- Directed by: Vijay Nantha
- Written by: Kamalesh Kumar
- Screenplay by: Vijay Nantha
- Produced by: K. Thripurasundari
- Starring: Viswanath Balaji Divya Padmini
- Cinematography: K. S. Ramakrishna
- Edited by: Anil Malnat
- Music by: Srimurali
- Production company: Tripura Sundhari Cine Creations
- Release date: 10 February 2012;
- Country: India
- Language: Tamil

= Vilayada Vaa =

2012 Indian film by Vijay Nantha

Vilayada Vaa is a 2012 Indian Tamil-language sports drama film directed by Vijay Nantha. The film stars Viswanath Balaji and Divya Padmini. This film marks the Tamil debut of the director and music director, Srimurali.

== Plot ==
Deva is a low class man who enjoys carrom and plays with his friends. He adopts Naveen, who becomes an expert at the game. The story revolves around Naveen's struggles toward success in the world of carrom.

== Cast ==

- Viswanath Balaji as Naveen
- Divya Padmini as Divya
- Ponvannan as Deva
- Lakshmy Ramakrishnan as Devi
- Livingston as Jyothi
- Charle as Doctor
- Mayilsamy as Johnny
- Aishwarya as Anu
- Manobala as Kothandam
- Meera Krishnan as Divya's mother
- A. C. Murali Mohan as Divya's father
- Kottachi
- Ambani Shankar as Guna
- Kovai Senthil

== Production ==
Vijay Nantha, who previously directed a film in Telugu, began working on his second film. The producer, K. Tripura Sundhari, called Vijay Natha on producing a film and the former recalls how coincidentally his son, Viswanath Balaji, was chosen to portray the lead role. Balaji is a television actor and makes his film debut through Vilayada Vaa. Divya Padmini and Aishwarya Rajesh also star in the film. The director wanted to shed light on the game of carrom through this film.

== Themes ==
The director, Vijayanand, stated that "The carrom board is used as a metaphor for life in the film that is about the hero's fight to be a successful player".

== Soundtrack ==
The songs were composed by Srimurali, who previously worked in Kannada, Malayalam, and Telugu films. The audio was released by K. S. Ravikumar in 11 November 2011.

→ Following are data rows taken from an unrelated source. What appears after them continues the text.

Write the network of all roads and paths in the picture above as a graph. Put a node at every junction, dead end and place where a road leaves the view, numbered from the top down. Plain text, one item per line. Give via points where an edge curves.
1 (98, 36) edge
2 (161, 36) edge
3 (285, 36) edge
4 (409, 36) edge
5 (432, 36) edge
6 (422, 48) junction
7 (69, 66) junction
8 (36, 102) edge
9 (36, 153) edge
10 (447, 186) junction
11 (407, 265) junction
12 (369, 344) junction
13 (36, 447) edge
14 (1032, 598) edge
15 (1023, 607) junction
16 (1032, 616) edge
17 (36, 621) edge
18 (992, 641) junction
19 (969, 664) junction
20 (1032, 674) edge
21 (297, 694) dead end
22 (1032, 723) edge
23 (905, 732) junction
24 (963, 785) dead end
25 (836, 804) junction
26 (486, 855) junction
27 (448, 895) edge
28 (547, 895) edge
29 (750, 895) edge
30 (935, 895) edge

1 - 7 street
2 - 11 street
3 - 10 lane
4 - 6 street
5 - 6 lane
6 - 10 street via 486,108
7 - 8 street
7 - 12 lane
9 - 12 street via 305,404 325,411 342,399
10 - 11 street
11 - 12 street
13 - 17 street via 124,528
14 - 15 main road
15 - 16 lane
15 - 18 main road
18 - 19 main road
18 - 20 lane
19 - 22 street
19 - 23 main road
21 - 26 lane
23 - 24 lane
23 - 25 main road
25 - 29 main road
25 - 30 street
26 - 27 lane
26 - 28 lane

| Song title | Lyricist | Singers |
|---|---|---|
| "Lali Lali Kadhali" | Kabilan | Karthik, Ujaini |
| "Vanthenda Vettriku Veeranai" | Kabilan | Mukesh Mohamed |
| "Engu Selveno" | Shanmugaseelan | Haricharan |
| "Thottadhu Thottadhu Vettriyagum" | Ugabharathi | Ranjith, Suchitra, Rap Biggnickk (rap) |
| "Vanam Enthan" | Na. Muthukumar | Surmukhi Raman |

== Reception ==
A critic from Dinamalar praised the film's screenplay. Maalai Malar praised the carrom scenes and the songs.